▸ **Problem statement**
Find every line below with the word "Drive" in it, and copy each one.
--- Task material Enclosed Below ---
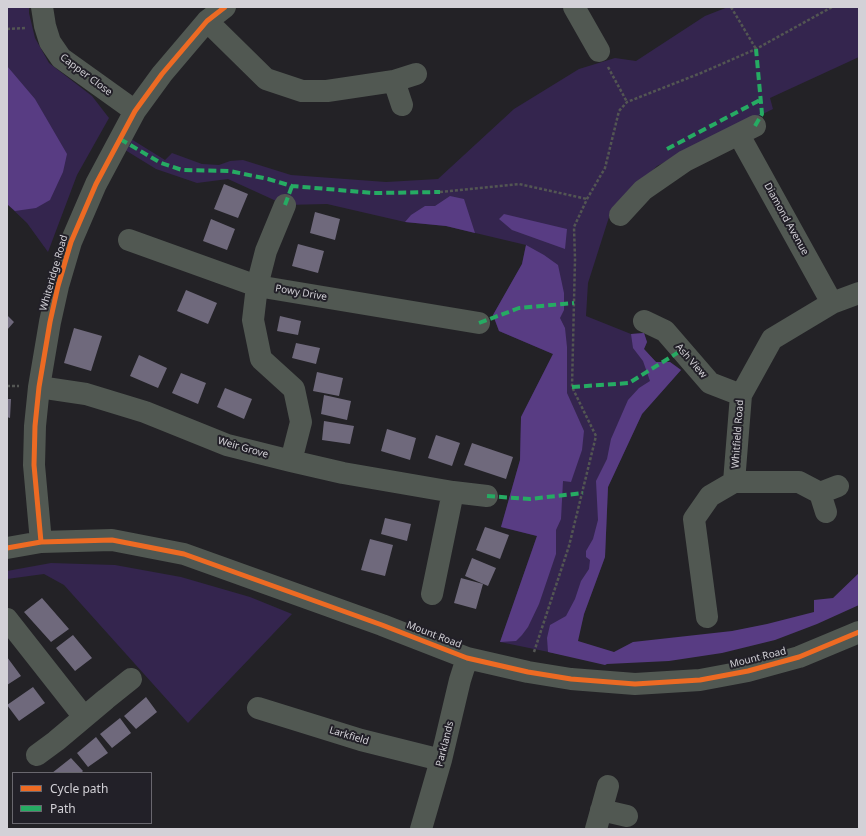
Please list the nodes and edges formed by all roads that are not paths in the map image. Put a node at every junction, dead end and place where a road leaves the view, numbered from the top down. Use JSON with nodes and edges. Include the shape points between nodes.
{"nodes":[{"id":1,"x":42,"y":7,"type":"edge"},
{"id":2,"x":224,"y":7,"type":"edge"},
{"id":3,"x":574,"y":7,"type":"edge"},
{"id":4,"x":207,"y":21,"type":"junction"},
{"id":5,"x":599,"y":51,"type":"road end"},
{"id":6,"x":416,"y":74,"type":"dead end"},
{"id":7,"x":394,"y":81,"type":"junction"},
{"id":8,"x":402,"y":106,"type":"dead end"},
{"id":9,"x":135,"y":111,"type":"junction"},
{"id":10,"x":284,"y":205,"type":"dead end"},
{"id":11,"x":620,"y":215,"type":"dead end"},
{"id":12,"x":129,"y":240,"type":"dead end"},
{"id":13,"x":257,"y":286,"type":"junction"},
{"id":14,"x":859,"y":293,"type":"edge"},
{"id":15,"x":832,"y":303,"type":"junction"},
{"id":16,"x":644,"y":321,"type":"dead end"},
{"id":17,"x":479,"y":323,"type":"dead end"},
{"id":18,"x":39,"y":387,"type":"junction"},
{"id":19,"x":741,"y":395,"type":"junction"},
{"id":20,"x":291,"y":461,"type":"junction"},
{"id":21,"x":734,"y":482,"type":"junction"},
{"id":22,"x":453,"y":492,"type":"junction"},
{"id":23,"x":487,"y":496,"type":"dead end"},
{"id":24,"x":828,"y":497,"type":"dead end"},
{"id":25,"x":41,"y":542,"type":"junction"},
{"id":26,"x":7,"y":548,"type":"edge"},
{"id":27,"x":432,"y":594,"type":"dead end"},
{"id":28,"x":707,"y":617,"type":"dead end"},
{"id":29,"x":7,"y":619,"type":"edge"},
{"id":30,"x":859,"y":632,"type":"edge"},
{"id":31,"x":467,"y":658,"type":"junction"},
{"id":32,"x":131,"y":679,"type":"dead end"},
{"id":33,"x":258,"y":708,"type":"dead end"},
{"id":34,"x":84,"y":718,"type":"junction"},
{"id":35,"x":38,"y":755,"type":"dead end"},
{"id":36,"x":441,"y":760,"type":"junction"},
{"id":37,"x":608,"y":786,"type":"dead end"},
{"id":38,"x":627,"y":816,"type":"dead end"},
{"id":39,"x":599,"y":819,"type":"edge"},
{"id":40,"x":420,"y":829,"type":"edge"}],
"edges":[{"from":1,"to":9,"type":"street","name":"Capper Close","via":[[50,42],[61,58]]},
{"from":2,"to":4,"type":"street","name":"Whiteridge Road"},
{"from":3,"to":5,"type":"street"},
{"from":4,"to":7,"type":"street","via":[[266,79],[302,91],[327,91]]},
{"from":4,"to":9,"type":"street","name":"Whiteridge Road","via":[[162,74]]},
{"from":6,"to":7,"type":"street"},
{"from":7,"to":8,"type":"street"},
{"from":9,"to":18,"type":"street","name":"Whiteridge Road","via":[[96,184],[71,242],[50,322]]},
{"from":10,"to":13,"type":"street","via":[[266,251]]},
{"from":11,"to":15,"type":"street","name":"Diamond Avenue","via":[[643,190],[679,165],[742,133]]},
{"from":12,"to":13,"type":"street","name":"Powy Drive"},
{"from":13,"to":17,"type":"street","name":"Powy Drive"},
{"from":13,"to":20,"type":"street","via":[[252,320],[261,359],[294,389],[301,422]]},
{"from":14,"to":15,"type":"street","name":"Whitfield Road"},
{"from":15,"to":19,"type":"street","name":"Whitfield Road","via":[[772,339]]},
{"from":16,"to":19,"type":"street","name":"Ash View","via":[[665,331],[710,383]]},
{"from":18,"to":20,"type":"street","name":"Weir Grove","via":[[86,394],[145,412],[227,445]]},
{"from":18,"to":25,"type":"street","name":"Whiteridge Road","via":[[34,465]]},
{"from":19,"to":21,"type":"street","name":"Whitfield Road"},
{"from":20,"to":22,"type":"street","name":"Weir Grove","via":[[342,473]]},
{"from":21,"to":24,"type":"street","via":[[800,482]]},
{"from":21,"to":28,"type":"street","name":"Whitfield Road","via":[[710,496],[694,519]]},
{"from":22,"to":23,"type":"street","name":"Weir Grove"},
{"from":22,"to":27,"type":"street"},
{"from":25,"to":26,"type":"street","name":"Mount Road"},
{"from":25,"to":31,"type":"street","name":"Mount Road","via":[[112,540],[184,554]]},
{"from":29,"to":34,"type":"street"},
{"from":30,"to":31,"type":"street","name":"Mount Road","via":[[799,657],[748,672],[671,682],[635,684],[571,679]]},
{"from":31,"to":36,"type":"street","name":"Parklands"},
{"from":32,"to":34,"type":"street"},
{"from":33,"to":36,"type":"street","name":"Larkfield","via":[[362,740]]},
{"from":34,"to":35,"type":"street"},
{"from":36,"to":40,"type":"street","name":"Parklands"},
{"from":37,"to":39,"type":"street"},
{"from":38,"to":39,"type":"street"}]}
--- End of Enclosed Task material ---
▸ **Exercise output**
{"from":12,"to":13,"type":"street","name":"Powy Drive"},
{"from":13,"to":17,"type":"street","name":"Powy Drive"},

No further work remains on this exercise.